◆ Your objective:
In the listing below, how many lines contain "Ceinture"? Answer with the number alone.

◆ Record excerpts:
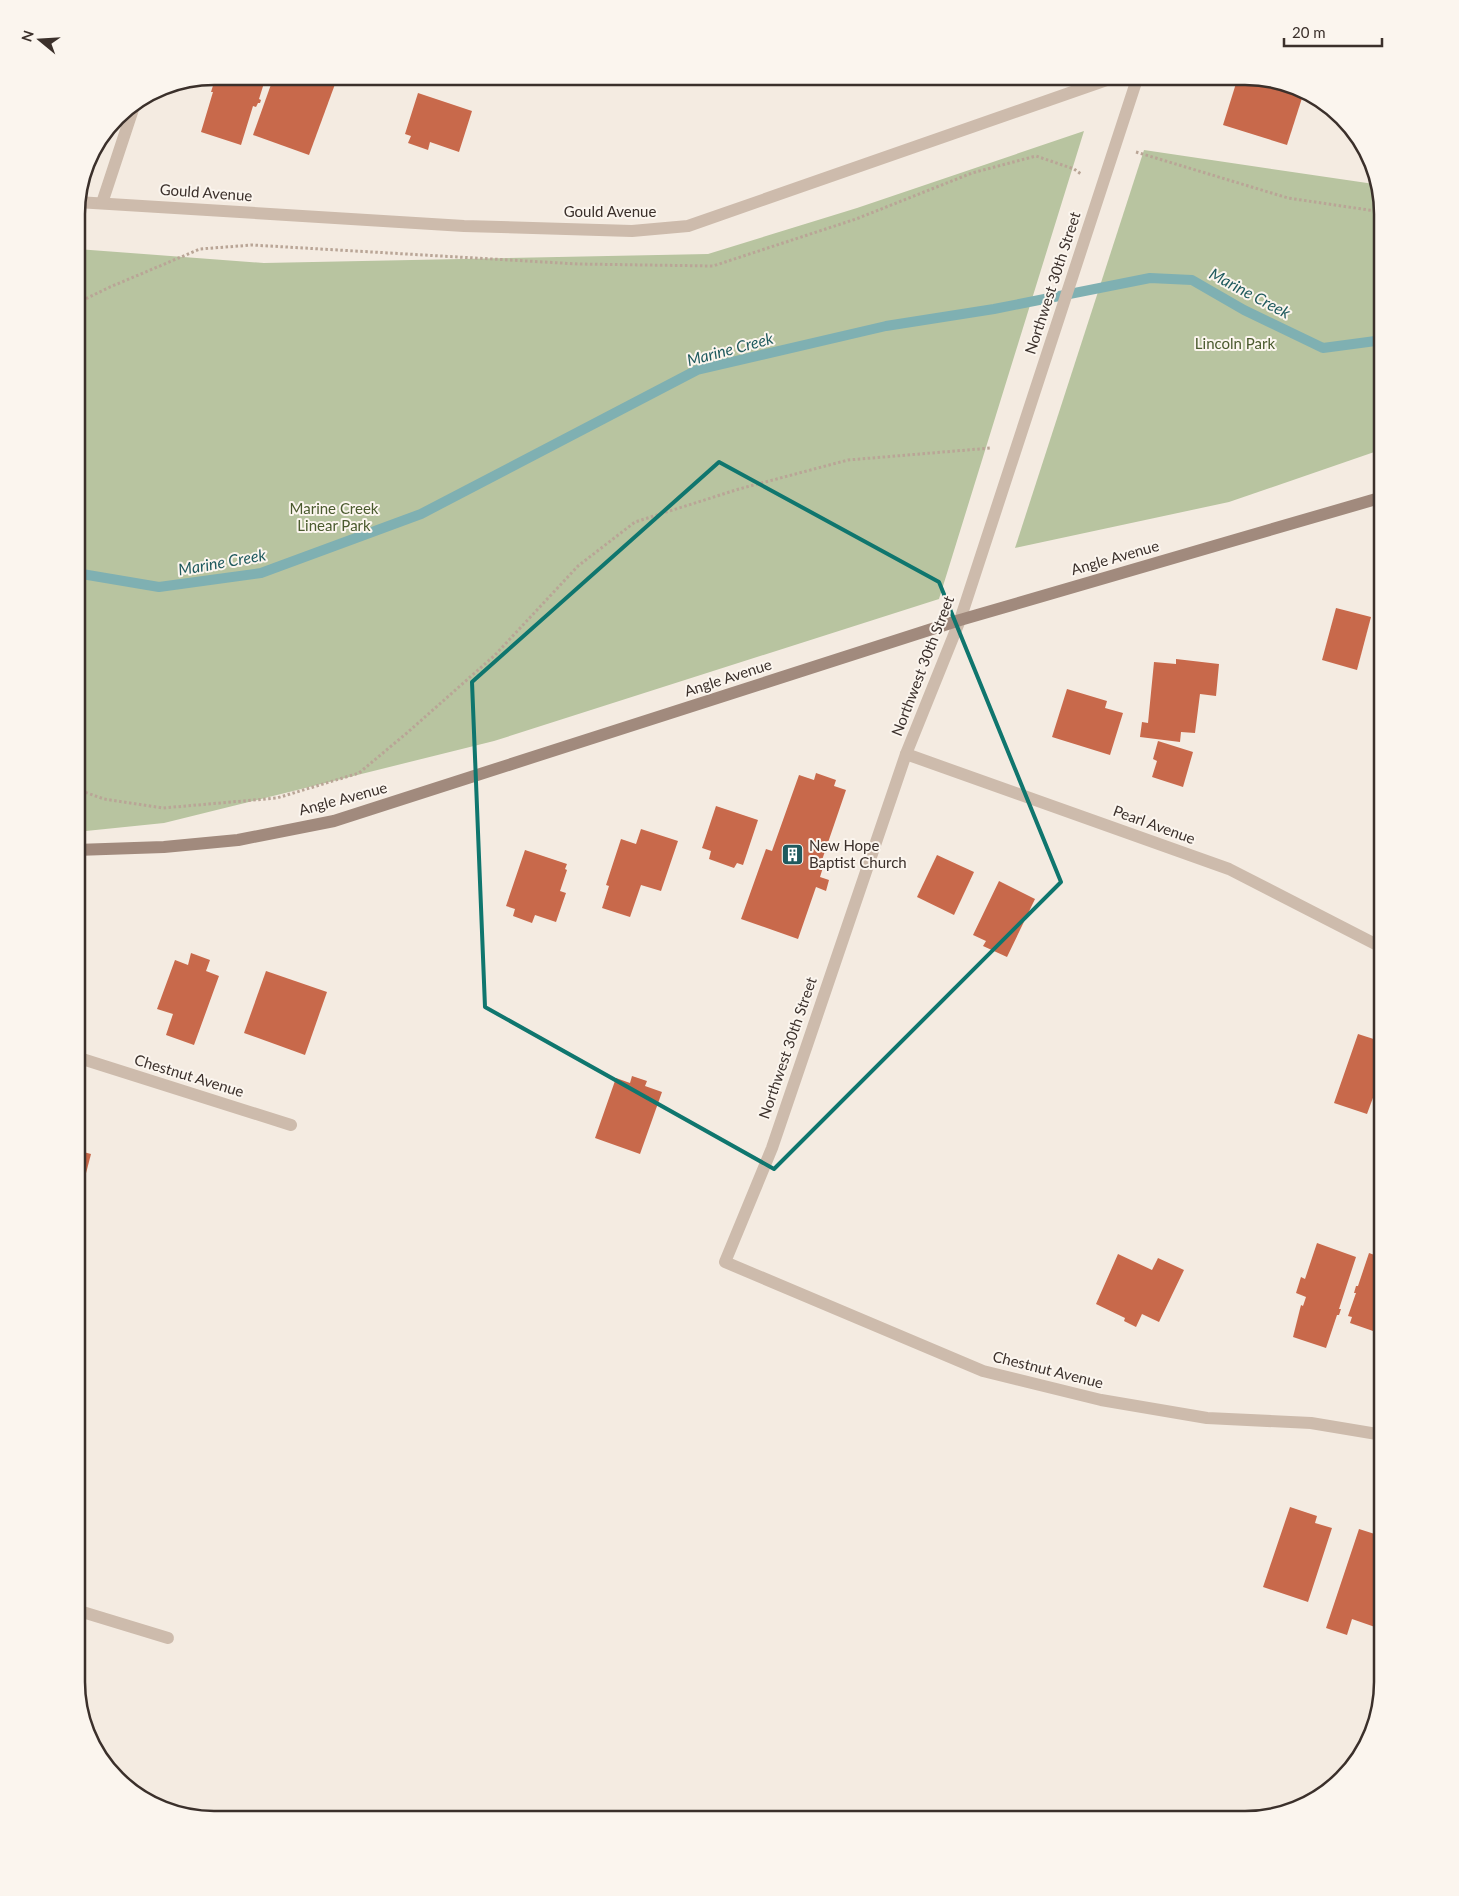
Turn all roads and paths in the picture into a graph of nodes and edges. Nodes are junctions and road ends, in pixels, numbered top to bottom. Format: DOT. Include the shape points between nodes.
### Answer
graph roads {
  1 [pos="1092,85"];
  2 [pos="1135,85"];
  3 [pos="131,116"];
  4 [pos="1140,154"];
  5 [pos="85,202"];
  6 [pos="102,203"];
  7 [pos="1374,211"];
  8 [pos="1017,446"];
  9 [pos="1374,500"];
  10 [pos="960,620"];
  11 [pos="906,754"];
  12 [pos="85,793"];
  13 [pos="85,850"];
  14 [pos="1374,943"];
  15 [pos="85,1061"];
  16 [pos="292,1125"];
  17 [pos="725,1262"];
  18 [pos="1374,1434"];
  19 [pos="85,1613"];
  20 [pos="168,1638"];
  1 -- 6 [label="street, Gould Avenue" via="688,226 632,231 464,226"];
  2 -- 8 [label="street, Northwest 30th Street"];
  3 -- 6 [label="street"];
  4 -- 7 [label="path" via="1288,198"];
  5 -- 6 [label="street, Gould Avenue"];
  8 -- 10 [label="street, Northwest 30th Street"];
  8 -- 12 [label="path" via="848,460 739,489 635,522 578,566 495,655 359,773 277,798 163,808"];
  9 -- 10 [label="main road, Angle Avenue"];
  10 -- 11 [label="street, Northwest 30th Street"];
  10 -- 13 [label="main road, Angle Avenue" via="334,821 238,840"];
  11 -- 14 [label="street, Pearl Avenue" via="1229,869"];
  11 -- 17 [label="street, Northwest 30th Street" via="772,1148"];
  15 -- 16 [label="street, Chestnut Avenue"];
  17 -- 18 [label="street, Chestnut Avenue" via="983,1370 1101,1400 1207,1418 1311,1423"];
  19 -- 20 [label="street"];
}
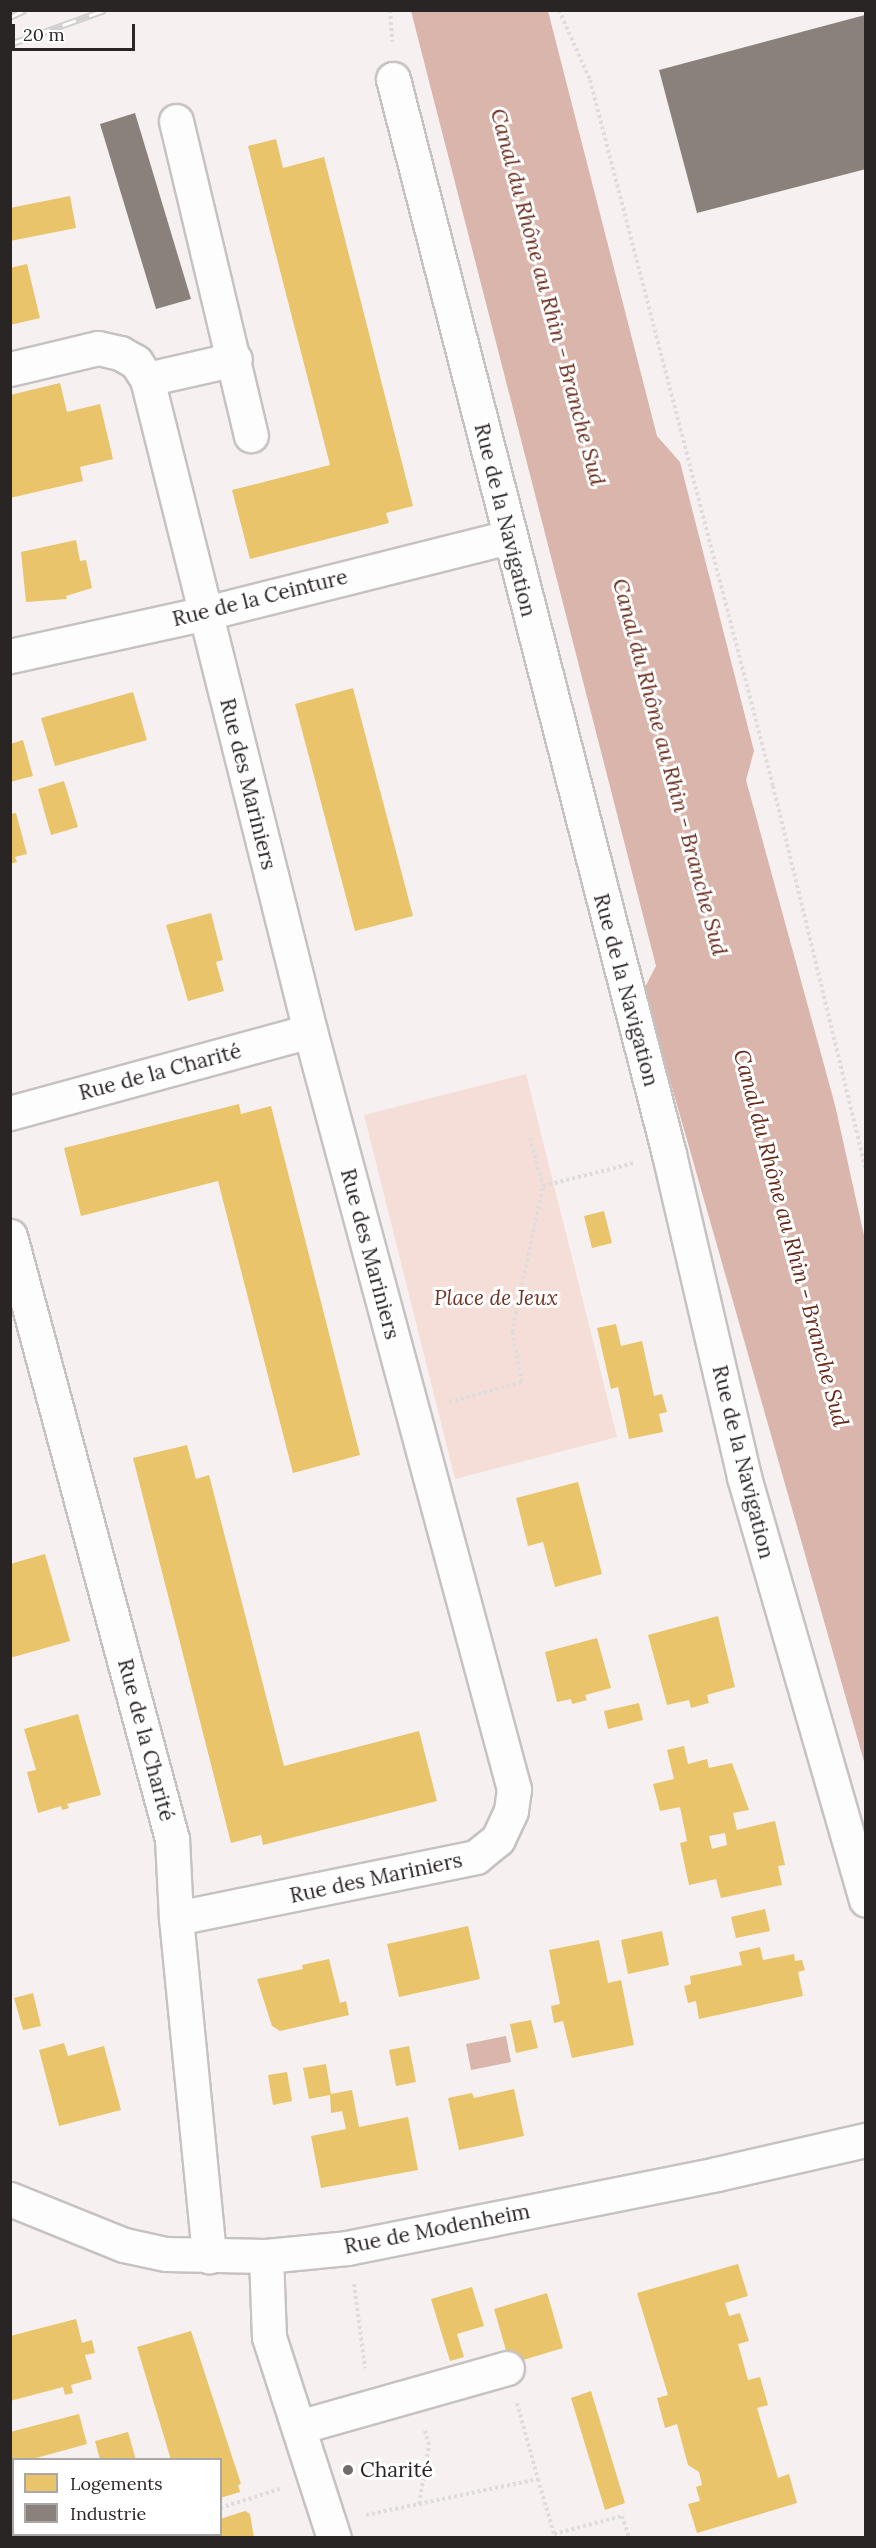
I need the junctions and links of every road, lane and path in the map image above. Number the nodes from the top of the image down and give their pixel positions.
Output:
1 (559, 10) edge
2 (393, 79) dead end
3 (176, 121) dead end
4 (235, 359) junction
5 (10, 369) edge
6 (147, 379) junction
7 (251, 435) dead end
8 (509, 537) junction
9 (206, 613) junction
10 (10, 656) edge
11 (310, 1031) junction
12 (10, 1113) edge
13 (530, 1138) dead end
14 (669, 1154) junction
15 (866, 1170) edge
16 (543, 1186) junction
17 (10, 1236) edge
18 (437, 1406) dead end
19 (866, 1900) edge
20 (176, 1918) junction
21 (866, 2140) edge
22 (10, 2199) edge
23 (209, 2256) junction
24 (266, 2256) junction
25 (353, 2274) dead end
26 (507, 2368) joint
27 (414, 2393) junction
28 (375, 2404) junction
29 (299, 2427) junction
30 (317, 2477) junction
31 (538, 2479) junction
32 (419, 2504) junction
33 (222, 2507) edge
34 (332, 2530) edge
35 (629, 2538) edge

1 - 15 path
2 - 8 street, Rue de la Navigation
3 - 4 street
4 - 6 street
4 - 7 street
5 - 6 street, Rue des Mariniers
6 - 9 street, Rue des Mariniers
8 - 9 street, Rue de la Ceinture
8 - 14 street, Rue de la Navigation
9 - 10 street, Rue de la Ceinture
9 - 11 street, Rue des Mariniers
11 - 12 street, Rue de la Charité
11 - 20 street, Rue des Mariniers
13 - 16 path
14 - 16 path
14 - 19 street, Rue de la Navigation
16 - 18 path
17 - 20 street, Rue de la Charité
20 - 23 street, Rue de la Charité
21 - 24 street, Rue de Modenheim
22 - 23 street, Rue de Modenheim
23 - 24 street, Rue de Modenheim
24 - 29 street
25 - 28 path
26 - 27 street
26 - 31 path
27 - 28 street
27 - 32 path
28 - 29 street
29 - 30 street
30 - 33 path
30 - 34 street
31 - 32 path
31 - 35 path
32 - 34 path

◆ Result below:
2